In December, Trump hammered Lockheed Martin and the Pentagon for massive cost overruns in the F-35 program and for the proposal of $10.1 billion to go towards the program in the 2017 Department of Defense budget.

“The F-35 program and cost is out of control. Billions of dollars can and will be saved on military (and other) purchases after January 20th,” Trump tweeted Dec. 21.

Trump’s tweet drew an immediate response from F-35 Program Manager Jeff Babione.

“I certainly welcome the opportunity to address any question that the President-elect would have about the program,” Babione said, “Lockheed Martin and its industry partners understand the importance of affordability for the F 35 program.”
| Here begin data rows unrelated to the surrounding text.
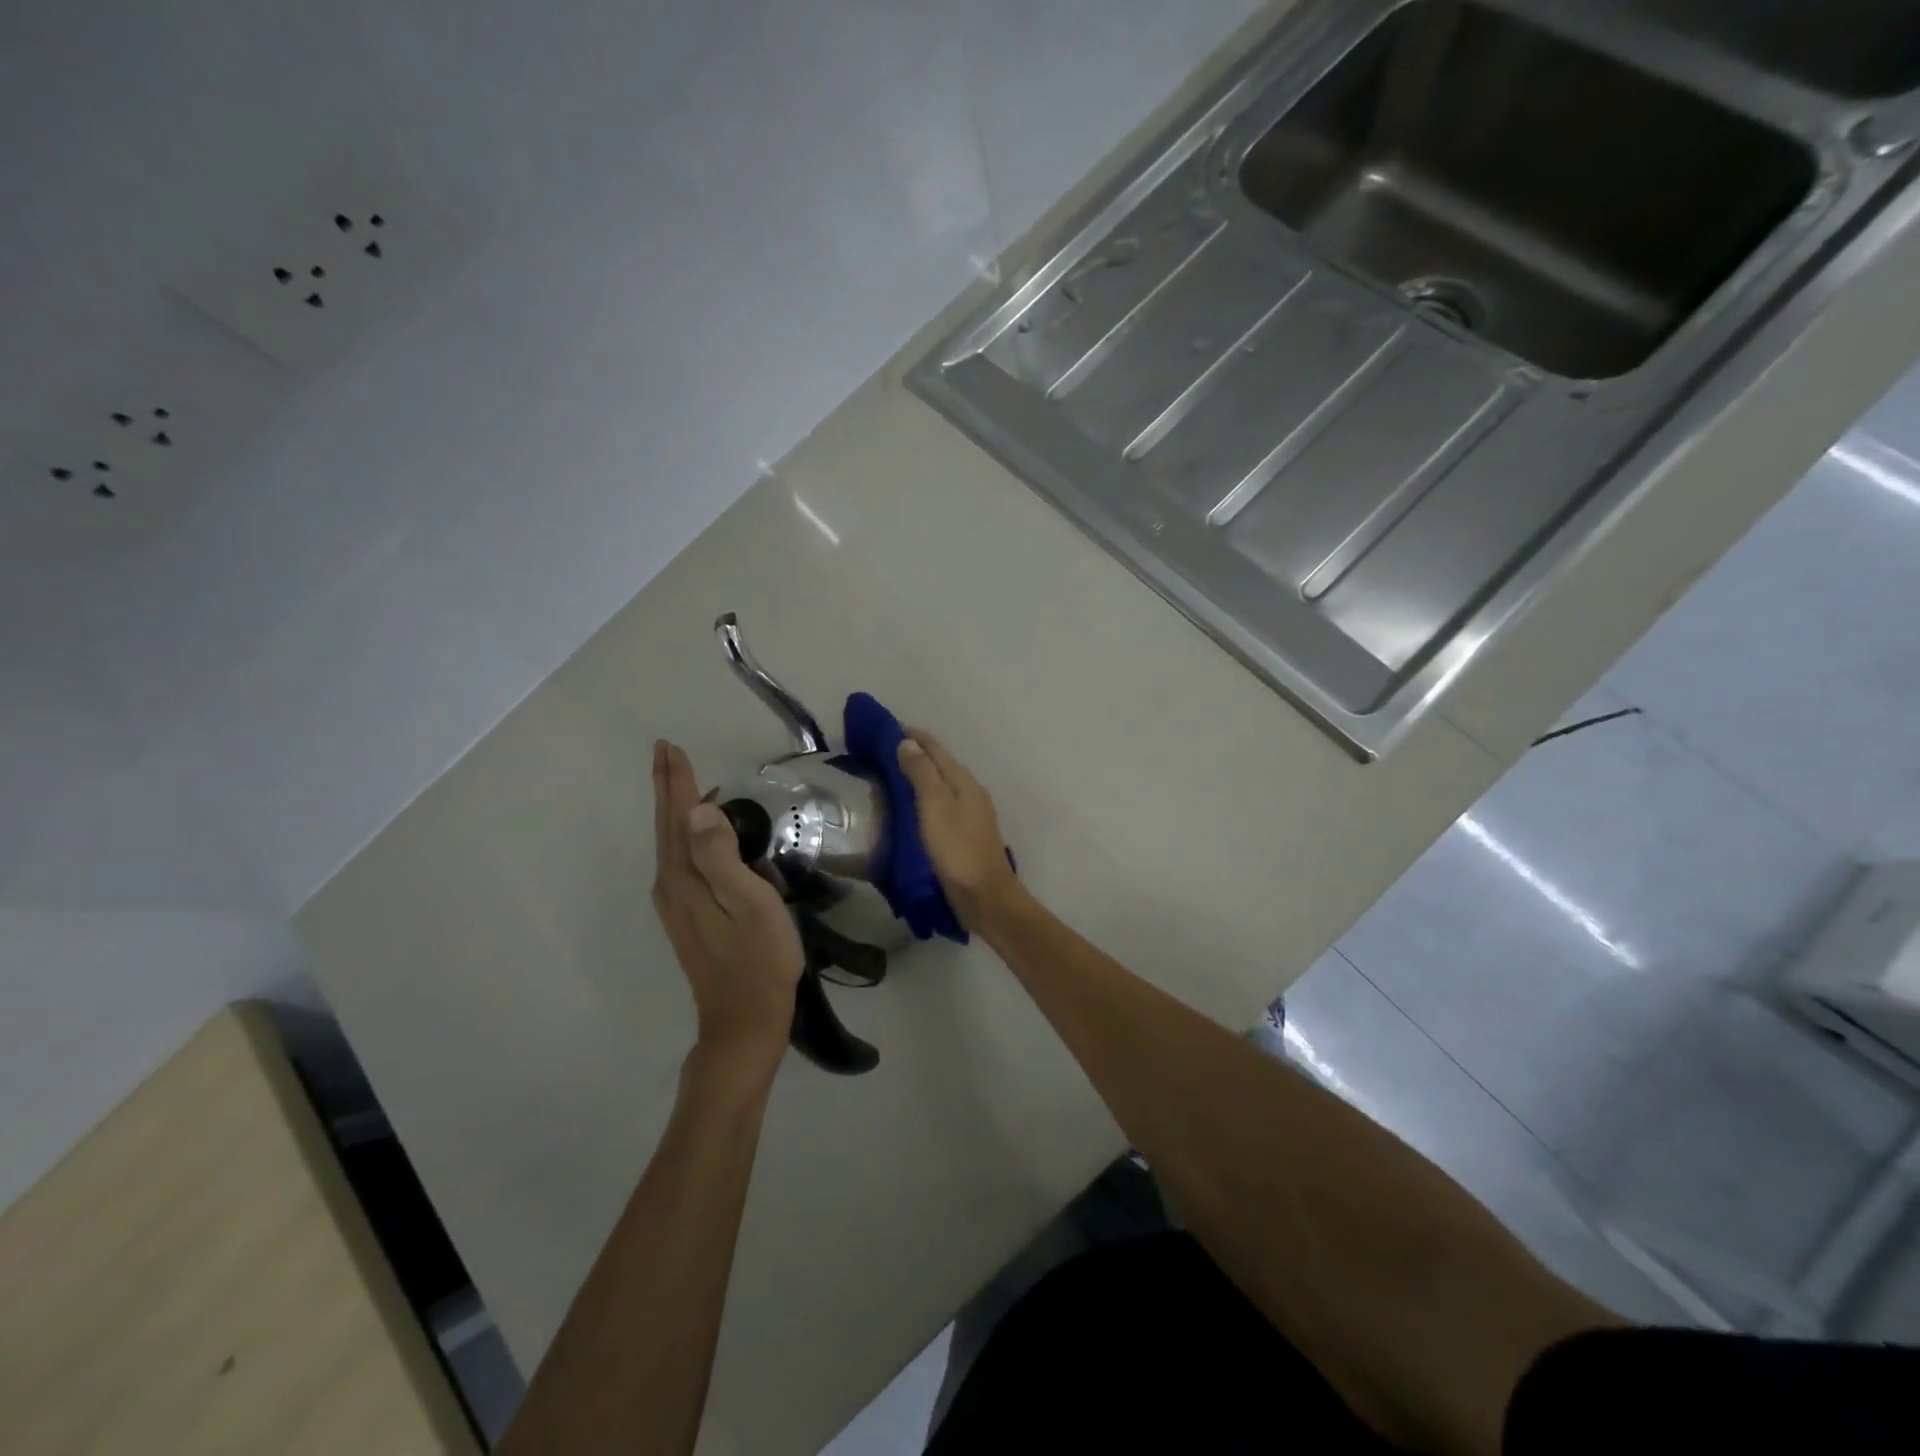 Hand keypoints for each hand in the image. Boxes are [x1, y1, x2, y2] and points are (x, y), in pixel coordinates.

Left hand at [651, 740, 803, 1071]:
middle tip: (666, 752)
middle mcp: (672, 886)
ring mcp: (677, 904)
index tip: (669, 747)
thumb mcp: (749, 903)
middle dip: (667, 788)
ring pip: (671, 843)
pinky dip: (684, 834)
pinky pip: (681, 860)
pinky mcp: (688, 916)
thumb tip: (696, 810)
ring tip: (680, 781)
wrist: (745, 1020)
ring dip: (673, 809)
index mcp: (685, 878)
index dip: (676, 781)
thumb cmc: (759, 958)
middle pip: (667, 826)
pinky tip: (698, 833)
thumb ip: (721, 857)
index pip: (678, 817)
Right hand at [895, 729, 1021, 930]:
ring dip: (922, 774)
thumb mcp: (935, 807)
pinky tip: (914, 806)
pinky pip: (944, 803)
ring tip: (894, 773)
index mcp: (964, 782)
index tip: (889, 727)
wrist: (985, 896)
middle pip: (942, 764)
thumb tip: (908, 743)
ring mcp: (972, 813)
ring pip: (943, 783)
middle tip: (885, 749)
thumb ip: (922, 774)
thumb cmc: (957, 850)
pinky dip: (927, 796)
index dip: (914, 737)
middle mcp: (971, 792)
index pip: (936, 749)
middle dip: (917, 753)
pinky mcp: (967, 833) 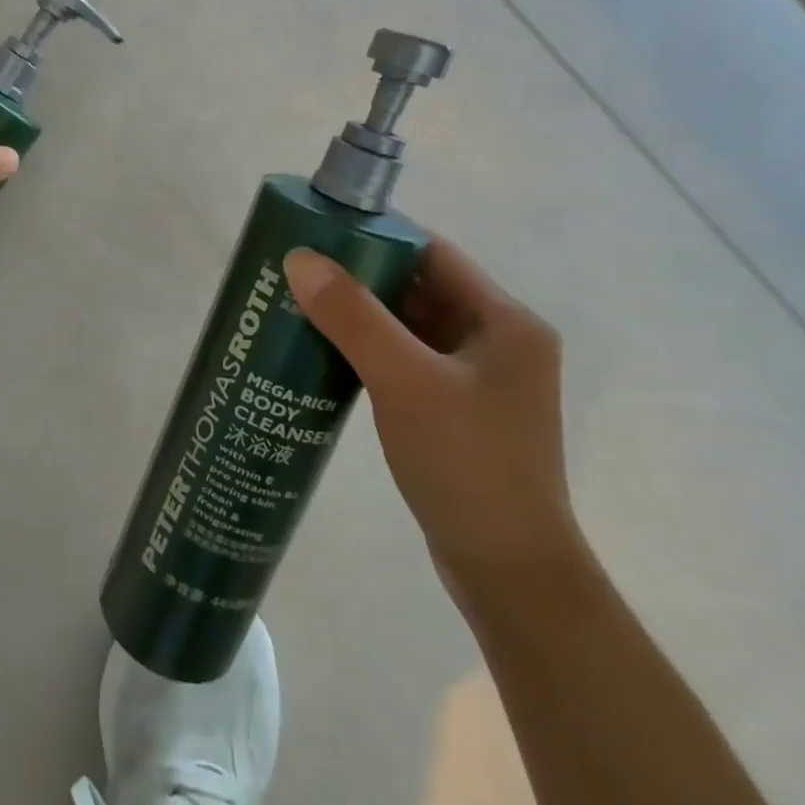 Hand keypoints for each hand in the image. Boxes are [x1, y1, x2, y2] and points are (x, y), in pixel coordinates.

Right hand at [285, 238, 581, 607]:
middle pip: (418, 288)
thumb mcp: (405, 381)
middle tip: (297, 271)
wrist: (507, 571)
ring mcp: (476, 381)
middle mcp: (497, 343)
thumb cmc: (467, 464)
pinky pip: (404, 361)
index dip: (377, 237)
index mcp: (505, 322)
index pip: (433, 253)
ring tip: (299, 306)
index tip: (318, 234)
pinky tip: (324, 354)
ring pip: (408, 327)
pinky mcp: (454, 412)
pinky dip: (366, 351)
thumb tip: (299, 258)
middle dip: (358, 277)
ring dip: (359, 316)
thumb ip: (353, 316)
Within weeks Lockheed Martin agreed to supply the F-35 jets for $8.5 billion, allowing the Department of Defense to save over $700 million, according to CNN. Admitting that Trump helped to “accelerate negotiations” and “drive down the price” of the program, Lockheed Martin praised the president for his concern.

“The agreement represents $728 million in savings and a nearly 8 percent reduction in price over our last contract for the air vehicle delivered by Lockheed Martin and our industry partners,” Lockheed Martin told CNN. “This is a good deal for the American taxpayer, our country, our company and our suppliers.”

Trump also played a role, before assuming office, in influencing Boeing Corp. to reduce the cost of its Air Force One jet program. When Trump discovered that Boeing was planning to unveil two new jets for future presidents with a $4 billion price tag, he took again took to Twitter.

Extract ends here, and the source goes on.